Segment Start: DATASET EXCERPTS
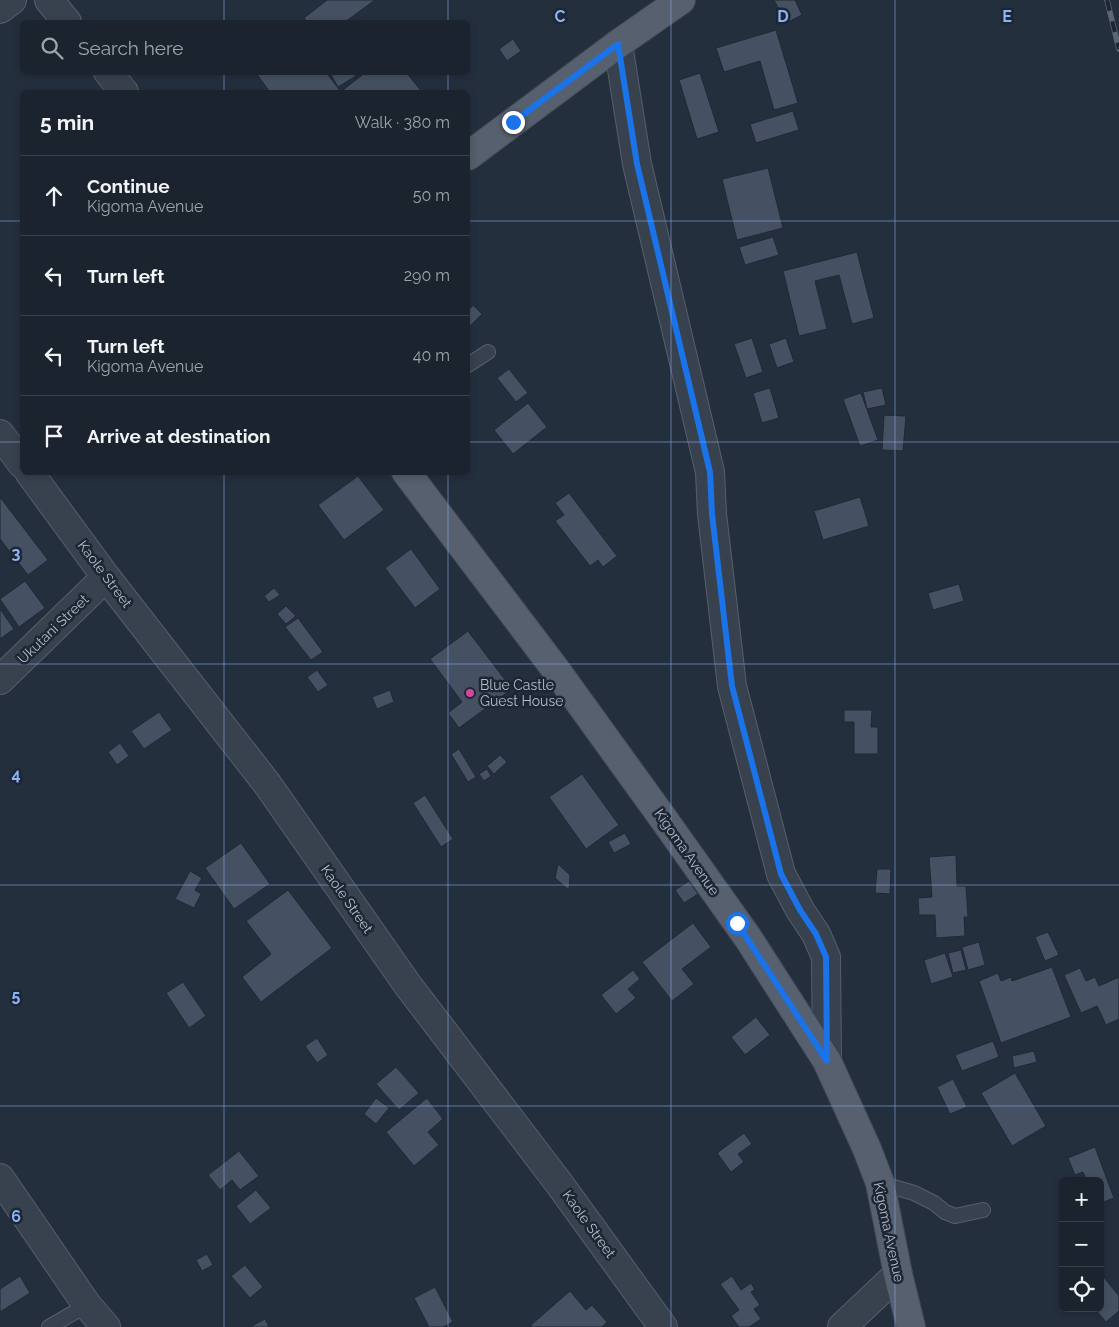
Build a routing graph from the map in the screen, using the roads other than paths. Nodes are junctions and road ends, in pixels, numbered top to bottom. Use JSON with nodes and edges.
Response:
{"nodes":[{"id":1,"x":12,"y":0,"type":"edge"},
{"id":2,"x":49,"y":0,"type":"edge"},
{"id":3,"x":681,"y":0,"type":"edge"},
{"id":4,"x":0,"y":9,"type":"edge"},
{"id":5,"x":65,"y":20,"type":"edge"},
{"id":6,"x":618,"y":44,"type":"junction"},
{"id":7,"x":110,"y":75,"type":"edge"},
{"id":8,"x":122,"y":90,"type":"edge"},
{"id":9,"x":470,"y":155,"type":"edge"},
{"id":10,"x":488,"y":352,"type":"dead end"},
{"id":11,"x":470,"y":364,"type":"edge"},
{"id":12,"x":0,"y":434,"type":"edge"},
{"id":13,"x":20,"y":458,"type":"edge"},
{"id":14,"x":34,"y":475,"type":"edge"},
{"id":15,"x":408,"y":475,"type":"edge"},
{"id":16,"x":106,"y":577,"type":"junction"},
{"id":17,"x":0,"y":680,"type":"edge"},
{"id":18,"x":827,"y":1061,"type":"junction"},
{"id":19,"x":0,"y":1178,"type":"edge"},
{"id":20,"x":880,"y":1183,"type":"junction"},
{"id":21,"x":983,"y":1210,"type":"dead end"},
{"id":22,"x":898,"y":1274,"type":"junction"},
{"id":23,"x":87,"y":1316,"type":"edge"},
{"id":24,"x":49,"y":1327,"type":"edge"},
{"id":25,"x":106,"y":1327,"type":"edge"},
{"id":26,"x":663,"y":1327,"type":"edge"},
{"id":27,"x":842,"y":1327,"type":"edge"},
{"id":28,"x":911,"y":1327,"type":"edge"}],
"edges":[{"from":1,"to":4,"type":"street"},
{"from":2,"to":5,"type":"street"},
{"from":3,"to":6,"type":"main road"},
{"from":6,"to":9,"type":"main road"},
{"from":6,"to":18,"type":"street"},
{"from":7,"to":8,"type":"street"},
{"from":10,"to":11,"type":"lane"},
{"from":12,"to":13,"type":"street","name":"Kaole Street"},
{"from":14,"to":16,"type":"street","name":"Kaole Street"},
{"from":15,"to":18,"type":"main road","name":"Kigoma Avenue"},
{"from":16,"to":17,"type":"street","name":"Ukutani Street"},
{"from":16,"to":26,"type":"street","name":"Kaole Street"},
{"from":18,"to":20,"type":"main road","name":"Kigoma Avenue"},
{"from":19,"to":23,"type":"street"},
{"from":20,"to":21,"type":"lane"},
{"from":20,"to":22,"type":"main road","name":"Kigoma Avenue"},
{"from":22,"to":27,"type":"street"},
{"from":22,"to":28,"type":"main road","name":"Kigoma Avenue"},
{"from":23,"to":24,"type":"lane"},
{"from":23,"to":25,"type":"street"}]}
Segment End: DATASET EXCERPTS
Segment Start: DATASET EXCERPTS
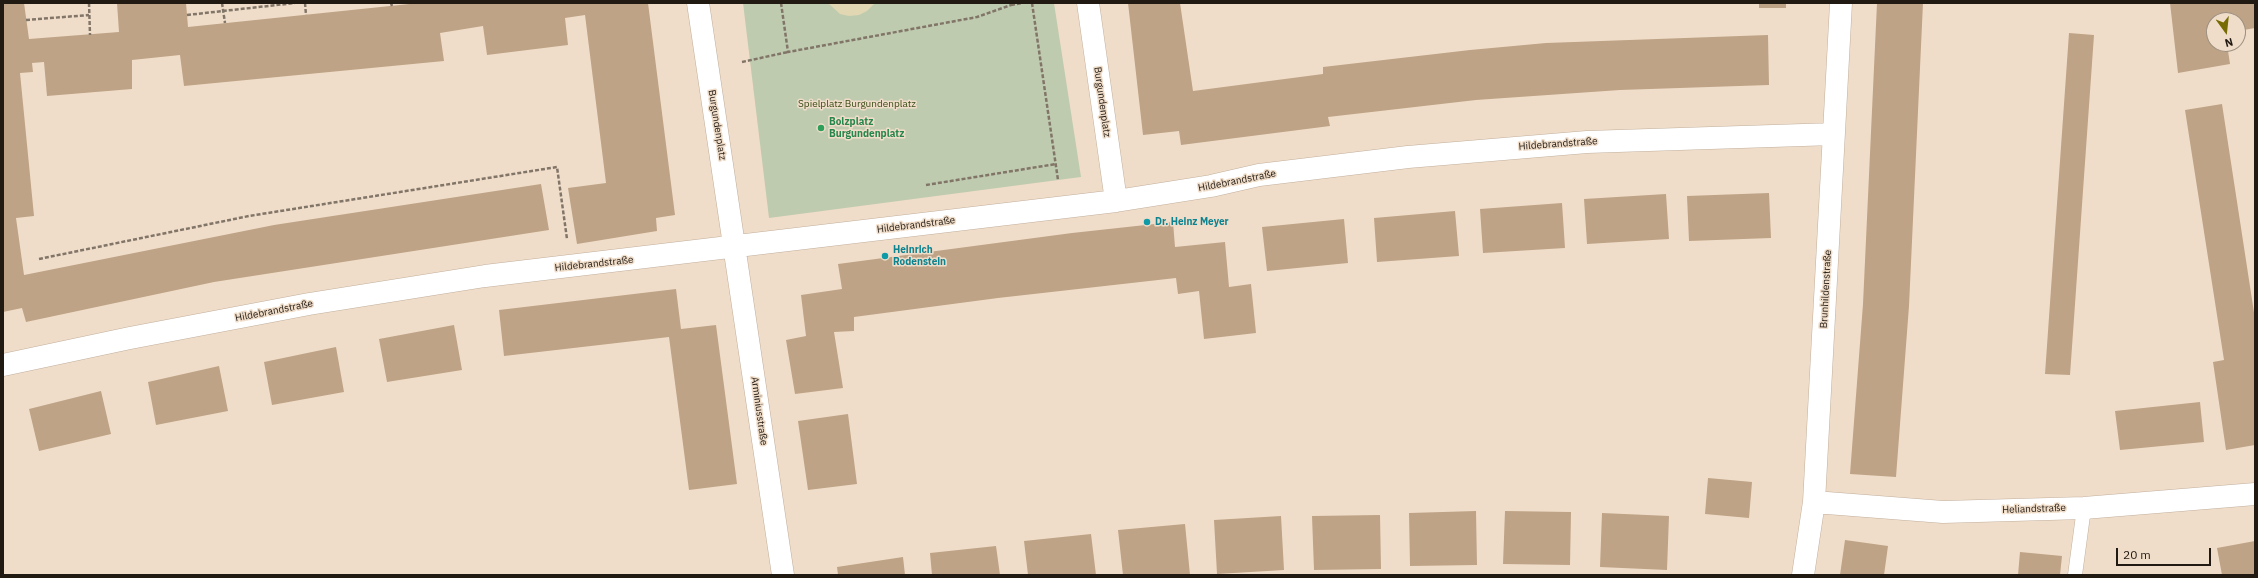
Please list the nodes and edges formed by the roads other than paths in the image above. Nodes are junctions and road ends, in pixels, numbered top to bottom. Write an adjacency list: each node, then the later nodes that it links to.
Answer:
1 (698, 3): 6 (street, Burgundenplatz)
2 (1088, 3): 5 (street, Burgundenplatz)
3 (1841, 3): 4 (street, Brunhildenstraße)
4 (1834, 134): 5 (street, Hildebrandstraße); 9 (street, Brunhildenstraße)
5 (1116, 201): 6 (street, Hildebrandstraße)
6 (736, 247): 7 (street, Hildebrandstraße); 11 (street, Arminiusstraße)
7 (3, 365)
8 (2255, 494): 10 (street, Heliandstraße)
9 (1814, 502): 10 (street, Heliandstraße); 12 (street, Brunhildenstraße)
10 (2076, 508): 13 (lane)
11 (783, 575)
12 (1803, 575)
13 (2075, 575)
Segment End: DATASET EXCERPTS
Segment Start: DATASET EXCERPTS
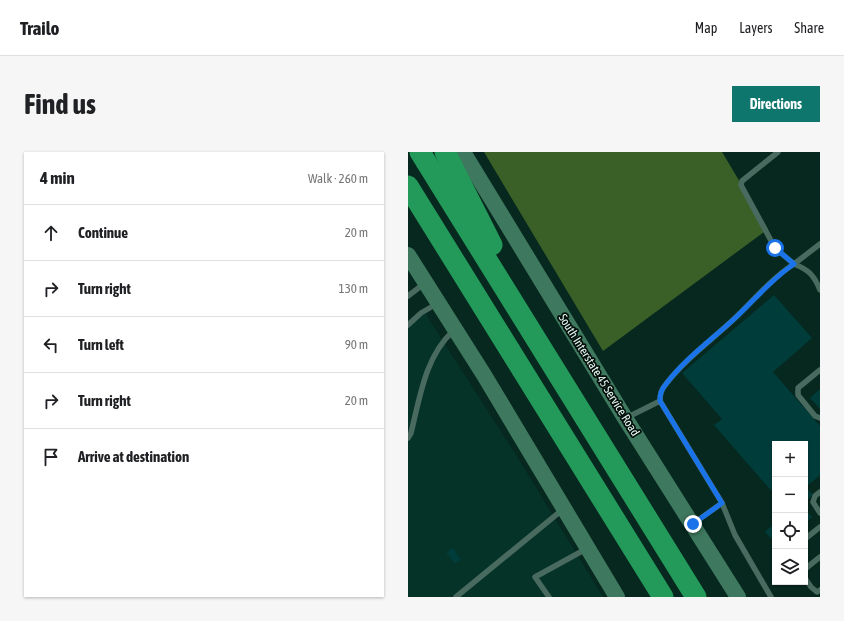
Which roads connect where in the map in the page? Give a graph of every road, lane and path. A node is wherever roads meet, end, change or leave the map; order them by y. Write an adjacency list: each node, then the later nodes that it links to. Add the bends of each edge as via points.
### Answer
Segment End: DATASET EXCERPTS
GOAL OF THE EXERCISE
Every line of the listing that holds the word "than" should be counted. Please give that number only.

TASK SOLUTION
2